To my astonishment, Henning, Giacomo, Andrea and Alessandro answered this question by first not treating much of civil-society as organisations but mostly as individual citizens, so a framing that allow commercial bodies, large and small, to act but citizens do not have a clear role in coming together and acting. Secondly, the four of them seen the role of citizens only as providers of data and information – such as the reporting in FixMyStreet. Moreover, each one repeated that despite the fact that this is low quality data it is useful in some ways. For example, Alessandro highlighted that OSM mapping in Africa is an example for a case where you accept it, because there is nothing else (really?!?) but in other places it should be used only when it is needed because of the quality issue – for example, in emergency situation when it is timely.

Apart from yet another repetition of dismissing citizen generated environmental information on the false argument of data quality (see Caren Cooper post on this issue), the views that presented in the talks helped me in crystallising some of the thoughts about the conference.

As one would expect, because the participants are civil servants, on stage and in presentations they follow the main line of the decision makers for which they work, and therefore you could hear the official line that is about efficiency, managing to do more with reduced budgets and investment, emphasising economic growth and very narrow definition of the economy that matters. Different views were expressed during breaks.

The level in which the citizens are not included in the picture was unsurprising under the mode of thinking that was express in the conference about the aims of information as ‘economic fuel’. While the tokenism of improving transparency, or even empowering citizens appeared on some slides and discussions, citizens are not explicitly included in a meaningful and significant way in the consideration of the services or in the visions of ‘government as platform’. They are reprieved as customers or service users.  The lesson that were learned in environmental policy areas in the 1980s and 1990s, which are to provide an explicit role for civil society, NGOs and social-enterprises within the process of governance and decision making are missing. Maybe this is because for a thriving civil society, there is a need for active government investment (community centres need to built, someone need to be employed to run them), so it doesn’t match the goals of those who are using austerity as a political tool.

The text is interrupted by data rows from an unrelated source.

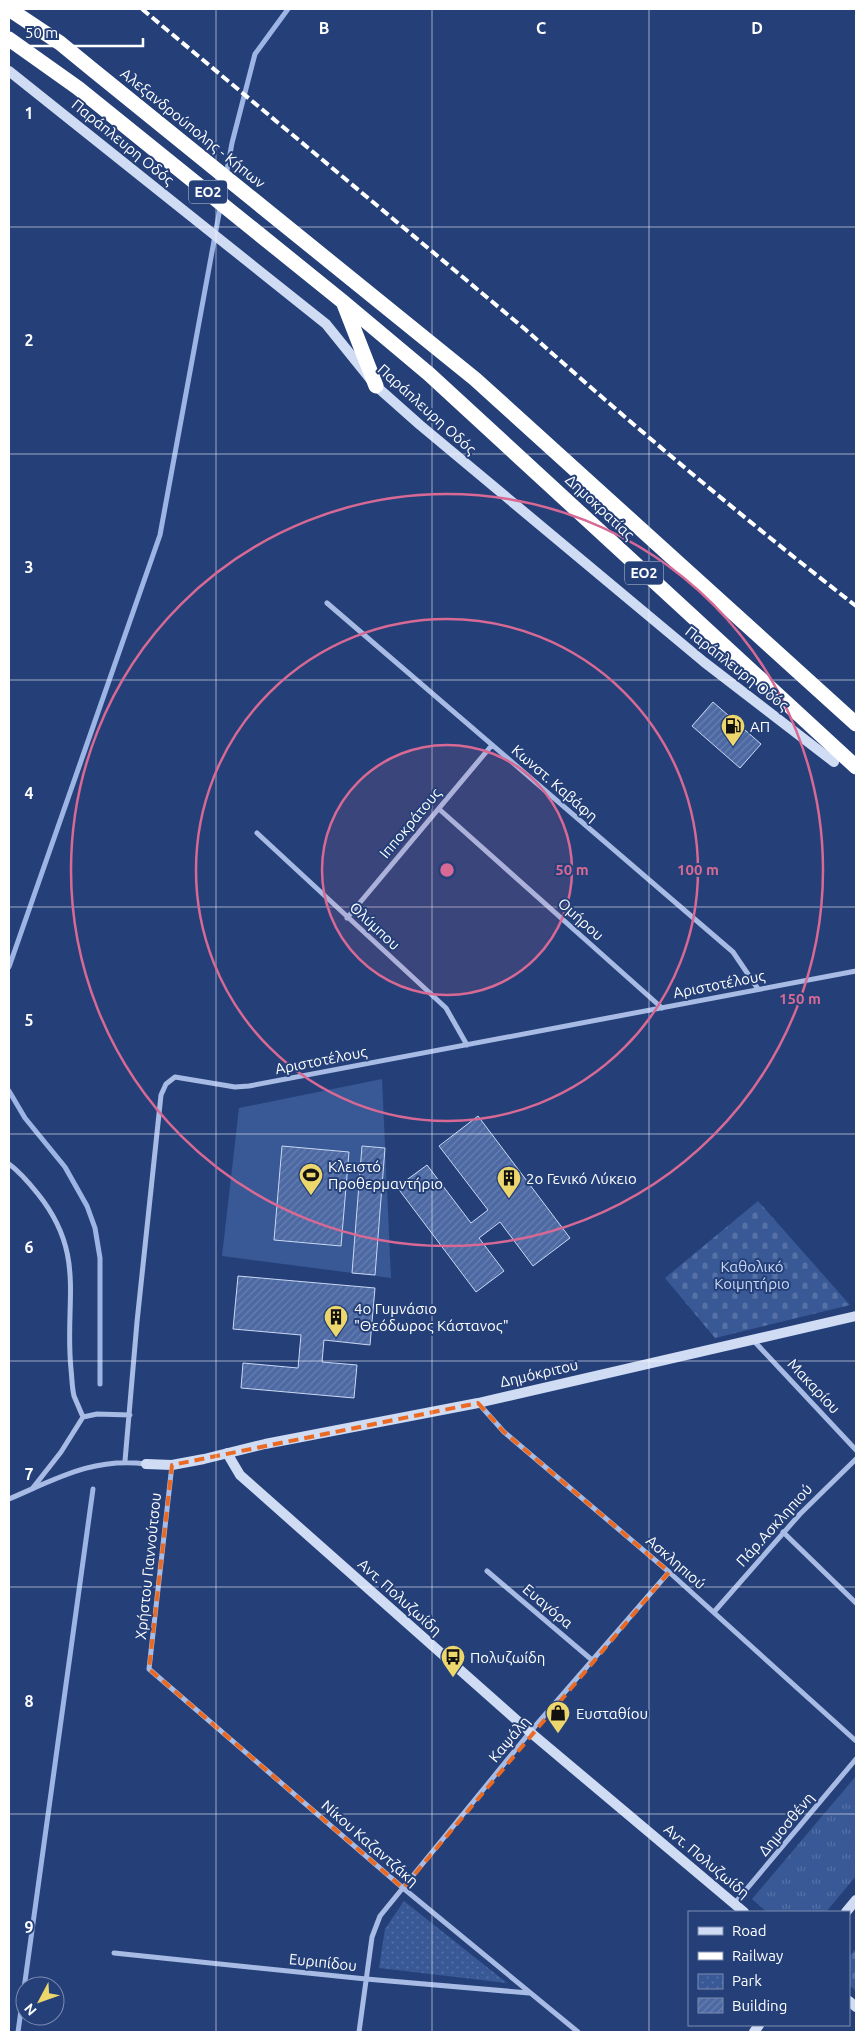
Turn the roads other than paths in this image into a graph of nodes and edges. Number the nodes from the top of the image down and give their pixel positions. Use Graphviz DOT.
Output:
graph roads {
  1 [pos="9,9"];
  2 [pos="9,39"];
  3 [pos="9,71"];
  4 [pos="353,278"];
  5 [pos="340,299"];
  6 [pos="376,386"];
  7 [pos="327,603"];
  8 [pos="856,724"];
  9 [pos="492,745"];
  10 [pos="834,762"];
  11 [pos="856,768"];
  12 [pos="856,777"];
  13 [pos="439,808"];
  14 [pos="257,833"];
  15 [pos="347,918"];
  16 [pos="856,971"];
  17 [pos="758,989"];
  18 [pos="662,1008"];
  19 [pos="467,1045"];
  20 [pos="9,1164"];
  21 [pos="856,1316"];
  22 [pos="753,1340"];
  23 [pos="478,1403"];
  24 [pos="130,1415"];
  25 [pos="83,1417"];
  26 [pos="856,1450"];
  27 [pos="227,1453"];
  28 [pos="856,1459"];
  29 [pos="125,1461"];
  30 [pos="146,1464"];
  31 [pos="172,1465"];
  32 [pos="31,1490"];
  33 [pos="9,1499"];
  34 [pos="783,1532"];
  35 [pos="487,1572"];
  36 [pos="669,1572"];
  37 [pos="856,1603"];
  38 [pos="714,1612"];
  39 [pos="592,1660"];
  40 [pos="149,1669"];
  41 [pos="530,1732"];
  42 [pos="856,1741"];
  43 [pos="856,1759"];
  44 [pos="403,1888"];
  45 [pos="856,1900"];
  46 [pos="734,1904"];
  47 [pos="743,1911"];
  48 [pos="847,1911"];
  49 [pos="114,1953"];
  50 [pos="366,1979"];
  51 [pos="531,1993"];
  52 [pos="359,2032"];
  53 [pos="578,2032"];
  1 -- 4 [label="highway, Αλεξανδρούπολης - Κήπων / ΕΟ2"];
  2 -- 5 [label="highway, ΕΟ2"];
  3 -- 6 [label="street, Παράπλευρη Οδός"];
  4 -- 8 [label="highway, Δημοκρατίας / ΕΟ2"];
  5 -- 6 [label="highway"];
  5 -- 11 [label="highway, Δημοκρατίας / ΕΟ2"];
  6 -- 10 [label="street, Παράπλευρη Οδός"];
  7 -- 9 [label="street, Κωνστ. Καβάφη"];
  9 -- 13 [label="street, Ιπποκράτους"];
  9 -- 17 [label="street, Κωνστ. Καβάφη"];
  10 -- 12 [label="highway"];
  13 -- 15 [label="street, Ιπποκράτους"];
  13 -- 18 [label="street, Ομήρου"];
  14 -- 15 [label="street, Ολύμπου"];
  15 -- 19 [label="street, Ολύμπου"];
  16 -- 17 [label="street, Αριστοτέλους"];
  17 -- 18 [label="street, Αριστοτέλους"];
  18 -- 19 [label="street, Αριστοτέλους"];
  19 -- 24 [label="street, Αριστοτέλους"];
  20 -- 25 [label="street"];
  21 -- 22 [label="street, Δημόκριτου"];
  22 -- 23 [label="street, Δημόκριτου"];
  22 -- 26 [label="street, Μακαρίου"];
  23 -- 27 [label="street, Δημόκριτου"];
  23 -- 36 [label="street, Ασκληπιού"];
  24 -- 25 [label="street"];
  24 -- 29 [label="street, Αριστοτέλους"];
  25 -- 32 [label="street"];
  27 -- 31 [label="street"];
  27 -- 41 [label="street, Αντ. Πολυζωίδη"];
  28 -- 34 [label="street, Πάρ.Ασκληπιού"];
  29 -- 30 [label="street"];
  29 -- 32 [label="street"];
  30 -- 31 [label="street"];
  31 -- 40 [label="street, Χρήστου Γιαννούτσου"];
  32 -- 33 [label="street"];
  34 -- 37 [label="street"];
  34 -- 38 [label="street, Πάρ.Ασκληπιού"];
  35 -- 39 [label="street, Ευαγόρα"];
  36 -- 38 [label="street, Ασκληπιού"];
  36 -- 39 [label="street, Καψάλη"];
  38 -- 42 [label="street, Ασκληπιού"];
  39 -- 41 [label="street, Καψάλη"];
  40 -- 44 [label="street, Νίκου Καζαντζάκη"];
  41 -- 44 [label="street, Καψάλη"];
  41 -- 46 [label="street, Αντ. Πολυζωίδη"];
  43 -- 46 [label="street, Δημοσθένη"];
  44 -- 50 [label="street, Καψάλη"];
  44 -- 51 [label="street, Νίκου Καζαντζάκη"];
  45 -- 48 [label="street"];
  46 -- 47 [label="street, Αντ. Πολυζωίδη"];
  49 -- 50 [label="street, Ευριπίδου"];
  50 -- 51 [label="street, Ευριπίδου"];
  50 -- 52 [label="street"];
  51 -- 53 [label="street, Νίκου Καζαντζάκη"];
}
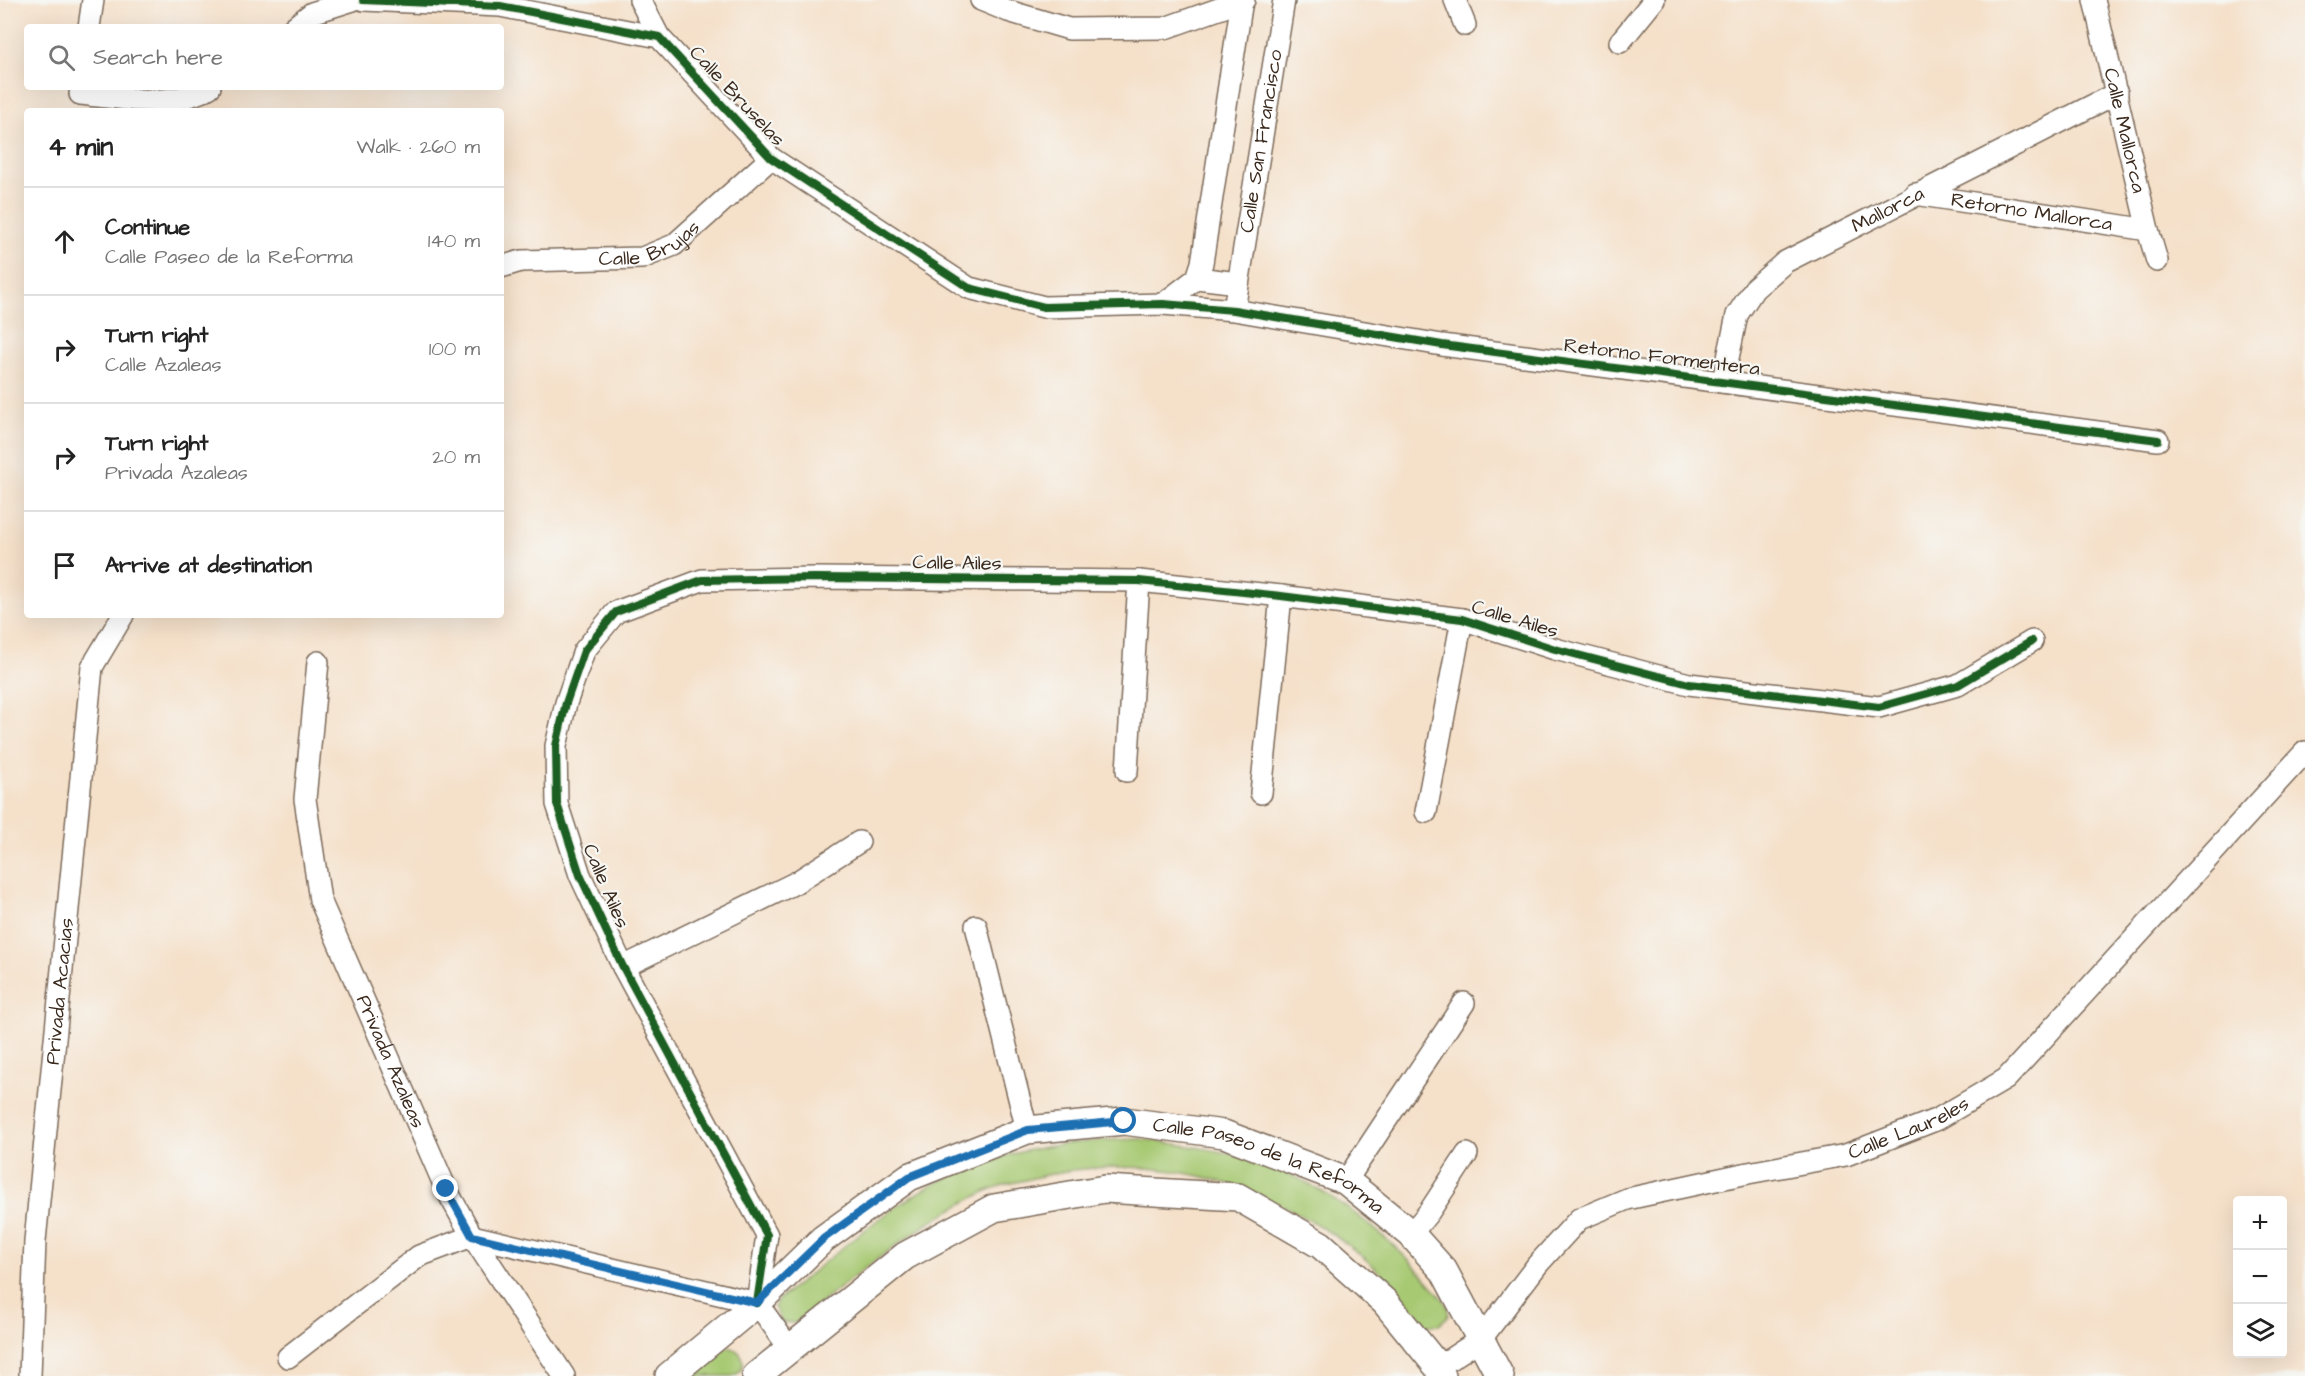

Connected to that is the fact that although, again at the tokenism level, INSPIRE is about environmental applications, the implementation now is all driven by narrow economic argument. As with citizenship issues, environmental aspects are marginalised at best, or ignored.

The comment about data quality and some responses to my talk remind me of Ed Parsons commentary from 2008 about the UK GIS community reaction to Web Mapping 2.0/Neogeography/GeoWeb. 6 years on from that , the people that are doing the most important geographic information infrastructure project that is currently going, and it is progressing well by the look of it, seem somewhat resistant to trends that are happening around them. Within the core area that INSPIRE is supposed to handle (environmental applications), citizen science has the longest history and it is already used extensively. VGI is no longer new, and crowdsourcing as a source of actionable information is now with a decade of history and more behind it. Yet, at least in the presentations and the talks, citizens and civil-society organisations have very little role unless they are controlled and marshaled.

Despite all this critique, I have to end with a positive note. It has been a while since I’ve been in a GIS conference that include the people that work in government and other large organisations, so I did found the conference very interesting to reconnect and learn about the nature of geographic information management at this scale. It was also good to see how individuals champion use of GeoWeb tools, or the degree in which people are doing user-centred design.